MaDaTS

MaDaTS: Managing Data on Tiered Storage for Scientific Workflows - Published in JOSS (2018)

https://github.com/dghoshal-lbl/madats

Science Score: 95.0%

This score indicates how likely this project is to be science-related based on various indicators:

  • CITATION.cff file
  • codemeta.json file
    Found codemeta.json file
  • .zenodo.json file
    Found .zenodo.json file
  • DOI references
    Found 1 DOI reference(s) in JOSS metadata
  • Academic publication links
  • Committers with academic emails
    2 of 2 committers (100.0%) from academic institutions
  • Institutional organization owner
  • JOSS paper metadata
    Published in Journal of Open Source Software

Scientific Fields

Engineering Computer Science - 40% confidence
Last synced: 6 months ago · JSON representation

Repository

Basic Info
  • Host: GitHub
  • Owner: dghoshal-lbl
  • License: other
  • Language: Python
  • Default Branch: master
  • Size: 977 KB
Statistics
  • Stars: 1
  • Watchers: 2
  • Forks: 0
  • Open Issues: 0
  • Releases: 1
Created almost 8 years ago · Last pushed over 5 years ago
Metadata Files
Readme Contributing License Authors

README.md


MaDaTS: Managing Data on Tiered Storage for Scientific Workflows

  • Author: Devarshi Ghoshal
  • v1.1.3
  • Created: Oct 25, 2016
  • Updated: Sep 16, 2020 **************************************************************************

MaDaTS provides an integrated data management and workflow execution framework on multi-tiered storage systems. Users of MaDaTS can execute a workflow by either specifying the workflow stages in a YAML description file, or use the API to manage workflows and associated data. Some examples of specifying the workflow description and using the API are provided in the examples/ directory.

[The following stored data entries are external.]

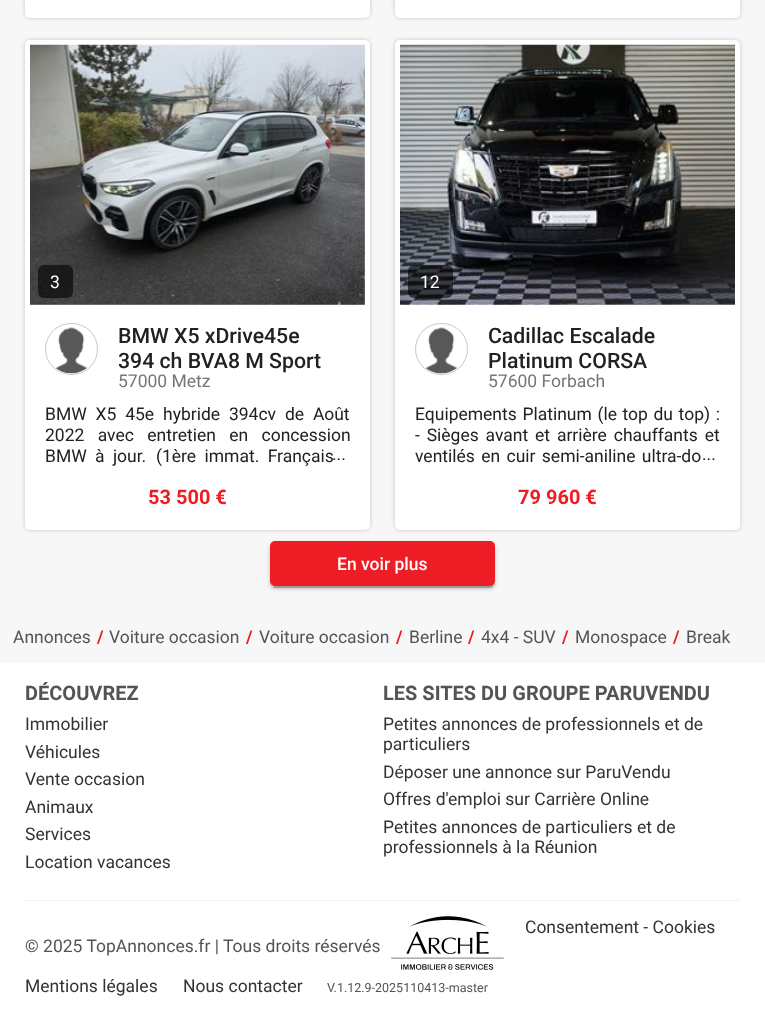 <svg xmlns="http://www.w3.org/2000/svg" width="765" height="1020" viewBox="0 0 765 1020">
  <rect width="100%" height="100%" fill="#f7f7f7"/>
  <rect x="25" y="-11" width="345" height="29" rx="5" fill="#00000033" filter="blur(2px)"/>
  <rect x="25" y="-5" width="345" height="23" rx="5" fill="#fff"/>
  <rect x="395" y="-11" width="345" height="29" rx="5" fill="#00000033" filter="blur(2px)"/>
  <rect x="395" y="-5" width="345" height="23" rx="5" fill="#fff"/>
  <rect x="25" y="40" width="345" height="490" rx="5" fill="#00000033" filter="blur(2px)"/>
  <rect x="25" y="40" width="345" height="490" rx="5" fill="#fff"/>
  <path d="M30 45h335v260H30z" fill="#e1e1e1"/>
  <image x="30" y="44" width="335" height="261" href="img/1.png"/>
  <rect x="38" y="265" width="35" height="33" rx="6" fill="#00000099"/>
  <rect x="45.5" y="323.5" width="52" height="51" rx="25.5" fill="none" stroke="#c9c9c9"/>
  <image x="55" y="327" width="33" height="47" href="img/2.png"/>
  <rect x="395" y="40" width="345" height="490" rx="5" fill="#00000033" filter="blur(2px)"/>
  <rect x="395" y="40" width="345" height="490" rx="5" fill="#fff"/>
  <image x="400" y="44" width="335" height="261" href="img/3.png"/>
  <rect x="408" y="265" width="45" height="33" rx="6" fill="#00000099"/>
  <rect x="415.5" y="323.5" width="52" height="51" rx="25.5" fill="none" stroke="#c9c9c9"/>
  <image x="425" y="327" width="33" height="47" href="img/2.png"/>
  <rect x="270" y="543" width="225" height="45" rx="5" fill="#0000001f" filter="blur(3px)"/>
  <rect x="270" y="544" width="225" height="45" rx="5" fill="#00000024" filter="blur(1px)"/>
  <rect x="273" y="548" width="220" height="40" rx="2.5" fill="#00000033" filter="blur(0.5px)"/>
  <rect x="270" y="541" width="225" height="45" rx="5" fill="#ee1c24"/>
  <path d="M0 663h765v357H0z" fill="#fff"/>
  <path d="M25 900h715v1H25z" fill="#f4f4f4"/>
  <image x="391" y="916" width="113" height="54" href="img/4.png"/>
  <text x="50" y="288" font-family="Roboto" font-size="17.5" fill="#fff">3</text>
  <g font-family="Roboto" font-size="21.25" font-weight="500" fill="#212121">
    <text x="118" y="343">BMW X5 xDrive45e</text>
    <text x="118" y="368">394 ch BVA8 M Sport</text>
  </g>
  <text x="118" y="387" font-family="Roboto" font-size="17.5" fill="#757575">57000 Metz</text>
  <g font-family="Roboto" font-size="17.5" fill="#212121">
    <text x="45" y="420" word-spacing="4.5">BMW X5 45e hybride 394cv de Août</text>
    <text x="45" y="441" word-spacing="9">2022 avec entretien en concession</text>
    <text x="45" y="462" word-spacing="4">BMW à jour.</text>
    <text x="156" y="462" word-spacing="4">(1ère immat. Français</text>
  </g>
  <path d="M333 453h1v8H333z" fill="#fff"/>
  <text x="332" y="460" font-family="Roboto" font-size="17.5" fill="#212121">...</text>
  <text x="148" y="504" font-family="Roboto" font-size="20" font-weight="bold" fill="#ee1c24">53 500 €</text>
  <text x="420" y="288" font-family="Roboto" font-size="17.5" fill="#fff">12</text>
  <g font-family="Roboto" font-size="21.25" font-weight="500" fill="#212121">
    <text x="488" y="343">Cadillac Escalade</text>
    <text x="488" y="368">Platinum CORSA</text>
  </g>
  <text x="488" y="387" font-family="Roboto" font-size="17.5" fill="#757575">57600 Forbach</text>
  <g font-family="Roboto" font-size="17.5" fill="#212121">
    <text x="415" y="420" word-spacing="1.25">Equipements Platinum (le top du top) :</text>
    <text x="415" y="441" word-spacing="2.5">- Sièges avant et arrière chauffants et</text>
    <text x="415" y="462" word-spacing="2">ventilés en cuir semi-aniline ultra-do</text>
    <text x="702" y="460">...</text>
  </g>
  <text x="518" y="504" font-family="Roboto" font-size="20" font-weight="bold" fill="#ee1c24">79 960 €</text>
  <text x="337" y="570" font-family="Roboto" font-size="17.5" font-weight="500" fill="#fff">En voir plus</text>
  <text x="13" y="643" font-family="Roboto" font-size="17.5" fill="#545454">Annonces</text>
  <text x="97" y="643" font-family="Roboto" font-size="17.5" font-weight="bold" fill="#ee1c24">/</text>
  <text x="109" y="643" font-family="Roboto" font-size="17.5" fill="#545454">Voiture occasion</text>
  <text x="246" y="643" font-family="Roboto" font-size="17.5" font-weight="bold" fill="#ee1c24">/</text>
  <text x="259" y="643" font-family="Roboto" font-size="17.5" fill="#545454">Voiture occasion</text>
  <text x="396" y="643" font-family="Roboto" font-size="17.5" font-weight="bold" fill="#ee1c24">/</text>
  <text x="409" y="643" font-family="Roboto" font-size="17.5" fill="#545454">Berline</text>
  <text x="468" y="643" font-family="Roboto" font-size="17.5" font-weight="bold" fill="#ee1c24">/</text>
  <text x="481" y="643" font-family="Roboto" font-size="17.5" fill="#545454">4x4 - SUV</text>
  <text x="562" y="643" font-family="Roboto" font-size="17.5" font-weight="bold" fill="#ee1c24">/</text>
  <text x="575" y="643" font-family="Roboto" font-size="17.5" fill="#545454">Monospace</text>
  <text x="673" y="643" font-family="Roboto" font-size="17.5" font-weight="bold" fill="#ee1c24">/</text>
  <text x="686" y="643" font-family="Roboto" font-size="17.5" fill="#545454">Break</text>
  <text x="25" y="700" font-family="Roboto" font-size="20" font-weight="bold" fill="#545454">DÉCOUVREZ</text>
  <g font-family="Roboto" font-size="17.5" fill="#333331">
    <text x="25" y="730">Immobilier</text>
    <text x="25" y="758">Véhicules</text>
    <text x="25" y="785">Vente occasion</text>
    <text x="25" y="813">Animaux</text>
    <text x="25" y="840">Services</text>
    <text x="25" y="868">Location vacances</text>
  </g>
  <text x="383" y="700" font-family="Roboto" font-size="20" font-weight="bold" fill="#545454">LES SITES DU GROUPE PARUVENDU</text>
  <g font-family="Roboto" font-size="17.5" fill="#333331">
    <text x="383" y="730">Petites annonces de professionnels et de</text>
    <text x="383" y="750">particuliers</text>
    <text x="383" y="778">Déposer une annonce sur ParuVendu</text>
    <text x="383" y="805">Offres d'emploi sur Carrière Online</text>
    <text x="383" y="833">Petites annonces de particuliers et de</text>
    <text x="383" y="853">professionnels à la Réunion</text>
    <text x="525" y="933">Consentement - Cookies</text>
  </g>
  <text x="25" y="952" font-family="Roboto" font-size="17.5" fill="#545454">© 2025 TopAnnonces.fr | Tous droits réservés</text>
  <g font-family="Roboto" font-size="17.5" fill="#333331">
    <text x="25" y="992">Mentions légales</text>
    <text x="183" y="992">Nous contacter</text>
  </g>
  <text x="327" y="992" font-family="Roboto" font-size="12.5" fill="#545454">V.1.12.9-2025110413-master</text>
</svg>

The MaDaTS API provides simple data abstractions for managing workflow and data on multi-tiered storage. It takes a data-driven approach to executing workflows, where a workflow is mapped to a Virtual Data Space (VDS) consisting of virtual data objects. A user simply creates a VDS and adds virtual data objects to the VDS, and MaDaTS takes care of all the necessary data movements and bindings to seamlessly manage a workflow and associated data across multiple storage tiers.

PRE-REQUISITES

  • Python (>= 2.7)
  • pip (>= 9.0)

BUILD

To install MaDaTS, do:

    pip install -r requirements.txt
    python setup.py install

EXECUTION SETUP

The environment variable MADATS_HOME should be set prior to using MaDaTS. The setup script creates a MADATS_HOME file that can be sourced prior to using MaDaTS as:

   source MADATS_HOME

Alternatively, users can set MADATS_HOME as:

   # BASH / ZSH
   export MADATS_HOME=</path/to/madats/source/directory>

   # CSH / TCSH
   setenv MADATS_HOME </path/to/madats/source/directory>

TEST

To test MaDaTS, do:

    source MADATS_HOME
    py.test tests/test_madats.py

Example

In order to manage data and workflow, users need to create virtual data objects and tasks, and add them to a Virtual Data Space (VDS). Data and tasks of the workflow are managed through MaDaTS by simply calling the manage function. An example listing the steps to manage a workflow and its data through MaDaTS is given below.

import madats

# Create a Virtual Data Space (VDS)
vds = madats.VirtualDataSpace()

# Create Virtual Data Object
vdo = madats.VirtualDataObject('/path/to/data')

# Create a Task
task = madats.Task(command='/application/program')
task.params = ['arg1', 'arg2', vdo]

# Associate tasks to virtual data objects
vdo.producers = [task]

# Add the virtual data object to the VDS
vds.add(vdo)

# Manage data and workflow execution through MaDaTS
madats.manage(vds)

It is important to note how MaDaTS uses data as the first-class citizen. Everything in MaDaTS is centered around virtual data objects. Tasks are specified as producers and consumers of virtual data objects. A VDS is a collection of several virtual data objects that that represent the data of a workflow.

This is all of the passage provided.